The maiden production of Modern Theatres, directed by Sundaram, was Sathi Ahalya, a mythological plot was released in 1937. The following year he produced the first Malayalam talkie Balan. Sundaram promoted Modern Theatres as a joint stock company and built a studio on a vast stretch of land on the outskirts of Salem town. The hundred odd films that came from his studio covered a wide spectrum of themes — mythology, comedy and original screenplays to adaptation of classic works of literature and murder mysteries. It is, however, the James Bond style of films starring Jaishankar that are almost synonymous with the banner.

Following the Hollywood studio system, TRS had on his rolls writers, technicians, actors and so on. He paid generously and promptly, a rarity in the film circle.

==Notable contributions==
- First time in the world, T. R. Sundaram, the Salem-based Indian movie mogul. It was he who introduced the novel idea of seeking public opinion on the choice of the female and male leads. He advertised in the press, asking moviegoers to suggest the names of artists for the lead roles, and the almost unanimous choice was the 'Dream Girl of Tamil Cinema' Rajakumari as Manonmani and the multi-talented star Chinnappa as the prince-hero.
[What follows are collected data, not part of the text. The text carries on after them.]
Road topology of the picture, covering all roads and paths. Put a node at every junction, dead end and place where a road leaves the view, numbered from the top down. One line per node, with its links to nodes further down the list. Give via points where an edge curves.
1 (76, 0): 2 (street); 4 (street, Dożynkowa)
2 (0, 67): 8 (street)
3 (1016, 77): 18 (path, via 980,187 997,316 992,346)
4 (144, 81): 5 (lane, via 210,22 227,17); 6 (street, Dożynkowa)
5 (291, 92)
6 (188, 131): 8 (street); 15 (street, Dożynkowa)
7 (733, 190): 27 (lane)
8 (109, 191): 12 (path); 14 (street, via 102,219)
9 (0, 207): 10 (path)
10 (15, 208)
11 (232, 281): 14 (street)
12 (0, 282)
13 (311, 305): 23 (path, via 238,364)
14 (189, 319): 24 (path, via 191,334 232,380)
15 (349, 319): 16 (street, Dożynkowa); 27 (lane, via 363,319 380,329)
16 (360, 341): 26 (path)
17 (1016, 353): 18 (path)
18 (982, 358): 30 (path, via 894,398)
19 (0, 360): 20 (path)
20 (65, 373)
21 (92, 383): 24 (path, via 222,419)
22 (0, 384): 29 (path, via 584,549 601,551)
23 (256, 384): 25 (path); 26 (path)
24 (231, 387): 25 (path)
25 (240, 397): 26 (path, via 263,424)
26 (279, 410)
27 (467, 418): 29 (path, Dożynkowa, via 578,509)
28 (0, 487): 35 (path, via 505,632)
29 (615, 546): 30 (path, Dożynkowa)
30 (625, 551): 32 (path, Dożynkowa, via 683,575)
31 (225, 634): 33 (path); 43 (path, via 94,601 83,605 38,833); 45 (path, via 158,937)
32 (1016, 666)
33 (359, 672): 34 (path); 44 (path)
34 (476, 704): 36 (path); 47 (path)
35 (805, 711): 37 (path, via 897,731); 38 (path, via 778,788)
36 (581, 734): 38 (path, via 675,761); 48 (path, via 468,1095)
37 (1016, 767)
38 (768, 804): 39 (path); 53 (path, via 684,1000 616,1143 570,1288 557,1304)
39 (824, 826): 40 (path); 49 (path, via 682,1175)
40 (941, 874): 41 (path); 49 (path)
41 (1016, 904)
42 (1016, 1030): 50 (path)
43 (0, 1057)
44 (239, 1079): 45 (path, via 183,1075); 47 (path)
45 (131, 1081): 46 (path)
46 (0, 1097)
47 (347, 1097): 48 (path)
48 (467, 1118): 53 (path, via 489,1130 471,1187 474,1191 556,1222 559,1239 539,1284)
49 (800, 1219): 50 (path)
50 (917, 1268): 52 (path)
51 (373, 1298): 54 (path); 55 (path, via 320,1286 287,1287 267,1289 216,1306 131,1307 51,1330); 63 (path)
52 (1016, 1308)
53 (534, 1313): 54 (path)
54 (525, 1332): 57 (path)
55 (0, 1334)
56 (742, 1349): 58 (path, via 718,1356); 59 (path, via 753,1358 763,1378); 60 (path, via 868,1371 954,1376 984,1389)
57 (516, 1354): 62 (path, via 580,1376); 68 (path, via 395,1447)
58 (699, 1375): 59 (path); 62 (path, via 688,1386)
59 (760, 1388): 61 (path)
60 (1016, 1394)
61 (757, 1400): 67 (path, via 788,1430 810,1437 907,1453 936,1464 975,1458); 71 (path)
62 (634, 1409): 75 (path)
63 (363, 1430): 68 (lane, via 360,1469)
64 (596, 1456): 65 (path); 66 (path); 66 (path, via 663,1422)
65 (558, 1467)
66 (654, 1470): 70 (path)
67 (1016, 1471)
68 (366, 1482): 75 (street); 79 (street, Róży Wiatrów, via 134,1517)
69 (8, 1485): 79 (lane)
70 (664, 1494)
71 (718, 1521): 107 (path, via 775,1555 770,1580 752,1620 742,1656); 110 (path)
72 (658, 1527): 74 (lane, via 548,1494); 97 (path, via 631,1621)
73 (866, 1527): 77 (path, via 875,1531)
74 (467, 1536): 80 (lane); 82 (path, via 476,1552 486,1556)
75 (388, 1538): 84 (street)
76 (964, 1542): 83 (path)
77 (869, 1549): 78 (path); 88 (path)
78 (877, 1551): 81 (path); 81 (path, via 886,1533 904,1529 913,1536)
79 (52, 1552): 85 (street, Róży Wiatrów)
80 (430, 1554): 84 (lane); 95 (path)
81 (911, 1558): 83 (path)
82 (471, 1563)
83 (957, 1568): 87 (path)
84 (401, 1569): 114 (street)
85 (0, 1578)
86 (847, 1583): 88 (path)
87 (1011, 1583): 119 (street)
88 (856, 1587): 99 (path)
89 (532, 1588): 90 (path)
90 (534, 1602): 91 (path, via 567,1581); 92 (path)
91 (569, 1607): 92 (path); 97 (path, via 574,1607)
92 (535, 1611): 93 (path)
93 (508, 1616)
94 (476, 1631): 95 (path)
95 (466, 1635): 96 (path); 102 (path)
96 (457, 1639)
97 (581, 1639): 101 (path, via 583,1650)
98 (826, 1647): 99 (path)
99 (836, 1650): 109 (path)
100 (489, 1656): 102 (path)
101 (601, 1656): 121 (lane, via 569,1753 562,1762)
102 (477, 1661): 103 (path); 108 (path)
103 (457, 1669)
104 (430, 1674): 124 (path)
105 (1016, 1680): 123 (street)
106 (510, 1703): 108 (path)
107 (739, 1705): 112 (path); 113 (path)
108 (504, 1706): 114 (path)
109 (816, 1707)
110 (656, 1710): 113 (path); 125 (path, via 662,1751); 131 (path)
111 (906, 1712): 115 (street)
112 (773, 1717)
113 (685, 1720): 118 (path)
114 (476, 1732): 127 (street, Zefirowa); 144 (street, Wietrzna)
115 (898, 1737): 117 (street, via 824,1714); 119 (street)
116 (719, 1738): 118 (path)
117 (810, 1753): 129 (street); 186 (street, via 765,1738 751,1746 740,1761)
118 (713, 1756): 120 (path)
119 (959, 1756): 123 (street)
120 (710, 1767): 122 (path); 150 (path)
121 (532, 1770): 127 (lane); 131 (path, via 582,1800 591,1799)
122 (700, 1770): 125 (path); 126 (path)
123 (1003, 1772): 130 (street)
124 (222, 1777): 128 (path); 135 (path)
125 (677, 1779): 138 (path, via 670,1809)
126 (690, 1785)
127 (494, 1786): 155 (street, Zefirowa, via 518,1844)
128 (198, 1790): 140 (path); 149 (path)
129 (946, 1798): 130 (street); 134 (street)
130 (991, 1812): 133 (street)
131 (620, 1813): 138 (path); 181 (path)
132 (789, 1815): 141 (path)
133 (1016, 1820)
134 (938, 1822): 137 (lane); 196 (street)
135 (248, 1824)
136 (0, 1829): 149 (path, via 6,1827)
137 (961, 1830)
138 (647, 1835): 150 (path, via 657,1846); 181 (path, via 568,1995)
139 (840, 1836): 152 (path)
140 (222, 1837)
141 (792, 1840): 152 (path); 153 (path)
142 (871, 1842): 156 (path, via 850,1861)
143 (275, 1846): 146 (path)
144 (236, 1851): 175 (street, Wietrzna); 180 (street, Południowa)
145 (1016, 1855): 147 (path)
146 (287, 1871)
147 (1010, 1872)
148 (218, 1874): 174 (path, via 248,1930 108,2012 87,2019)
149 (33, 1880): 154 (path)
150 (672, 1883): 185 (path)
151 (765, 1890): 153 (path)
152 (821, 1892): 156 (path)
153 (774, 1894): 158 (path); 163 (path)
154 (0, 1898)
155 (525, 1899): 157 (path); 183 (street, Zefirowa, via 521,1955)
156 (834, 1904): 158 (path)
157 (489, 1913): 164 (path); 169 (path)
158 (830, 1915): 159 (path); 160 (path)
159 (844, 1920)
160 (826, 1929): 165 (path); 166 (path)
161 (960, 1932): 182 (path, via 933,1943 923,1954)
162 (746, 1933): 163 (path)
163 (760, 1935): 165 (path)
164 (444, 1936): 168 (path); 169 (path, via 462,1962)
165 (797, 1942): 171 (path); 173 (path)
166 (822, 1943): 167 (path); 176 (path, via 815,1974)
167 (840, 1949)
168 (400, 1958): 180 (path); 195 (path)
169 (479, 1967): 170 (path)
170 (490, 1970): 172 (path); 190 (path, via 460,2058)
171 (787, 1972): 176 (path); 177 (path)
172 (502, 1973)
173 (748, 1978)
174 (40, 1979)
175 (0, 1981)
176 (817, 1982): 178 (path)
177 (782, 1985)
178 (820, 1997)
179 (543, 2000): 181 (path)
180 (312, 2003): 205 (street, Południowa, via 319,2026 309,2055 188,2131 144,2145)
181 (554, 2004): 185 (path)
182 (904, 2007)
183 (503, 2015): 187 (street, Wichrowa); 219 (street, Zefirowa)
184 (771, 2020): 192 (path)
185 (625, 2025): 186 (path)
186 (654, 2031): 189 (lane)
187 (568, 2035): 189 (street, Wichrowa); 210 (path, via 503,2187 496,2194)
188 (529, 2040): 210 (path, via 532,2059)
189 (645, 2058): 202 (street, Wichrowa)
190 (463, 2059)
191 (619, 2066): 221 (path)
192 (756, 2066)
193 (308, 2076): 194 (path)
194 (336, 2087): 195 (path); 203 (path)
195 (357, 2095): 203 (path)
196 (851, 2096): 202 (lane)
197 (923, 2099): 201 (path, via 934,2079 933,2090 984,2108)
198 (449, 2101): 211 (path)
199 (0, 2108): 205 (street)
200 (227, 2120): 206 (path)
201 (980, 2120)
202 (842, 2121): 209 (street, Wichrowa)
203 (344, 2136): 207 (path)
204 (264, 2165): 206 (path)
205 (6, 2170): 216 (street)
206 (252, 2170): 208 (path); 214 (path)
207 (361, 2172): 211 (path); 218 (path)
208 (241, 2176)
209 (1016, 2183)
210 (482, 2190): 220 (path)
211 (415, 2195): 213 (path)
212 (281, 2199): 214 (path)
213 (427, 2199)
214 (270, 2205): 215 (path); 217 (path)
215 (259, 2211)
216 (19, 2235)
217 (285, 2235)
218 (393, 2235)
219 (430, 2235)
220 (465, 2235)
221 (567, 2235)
It is perhaps the only incident of its kind in the history of world cinema and certainly in Indian cinema read this article in The Hindu newspaper.
- Produced the first Malayalam talkie Balan in 1938
- First Double role in Tamil Films introduced in Uthama Puthiran starring P. U. Chinnappa in the year 1940.
- The first most expensive film to be produced was Manonmani in 1942, starring P. U. Chinnappa and T. R. Rajakumari.
- First Tamil Color film (Geva Color) was Alibabavum Narpadhu Thirudargalum-1956
- First Malayalam Talkie film called Balan directed by Notani was produced in 1938
- First Malayalam Color film was Kandam Becha Kottu in 1961
- First English film in Tamil Nadu: Modern Theatres teamed up with an American Film company to produce the first English movie in 1952- The Jungle
- First film in which Manorama starred as a heroine is Konjum Kumari in 1963. This is the 97th film for T. R. Sundaram
- First film to have 3 separate stories within a movie was Sow Sow. The 3 stories are Kaligala Mainar, School Drama and Soorapuli.
- When Zoom lens was not invented such an effect was pioneered in Ponmudi (1950 film) for which the French Government awarded the cameraman.
- Has a unique record of having five former Chief Ministers of India in its payroll.
- Frequently used foreigners like Ellis R. Dungan, Manik Lal Tandon, Bomman D. Irani to bring up the quality factor of his films.
- The last film shot at Modern Theatres, Salem was Muthu Engal Sothu (1983)

== Present status==
The landmark, situated on nine acres on Yercaud road here, has been handed over to a private construction firm for promoting flats and houses. The promoters, respecting its glorious past, have decided to dismantle the exquisitely designed stone arch carrying the legendary name of `Modern Theatres Limited' and erect it a few metres away with a new name, `Sundar Garden' as per `vasthu sasthra'. Other worn-out buildings, including studio houses and sheds, that figured in many movies are also being brought down. The arch is the only remaining of the glorious past.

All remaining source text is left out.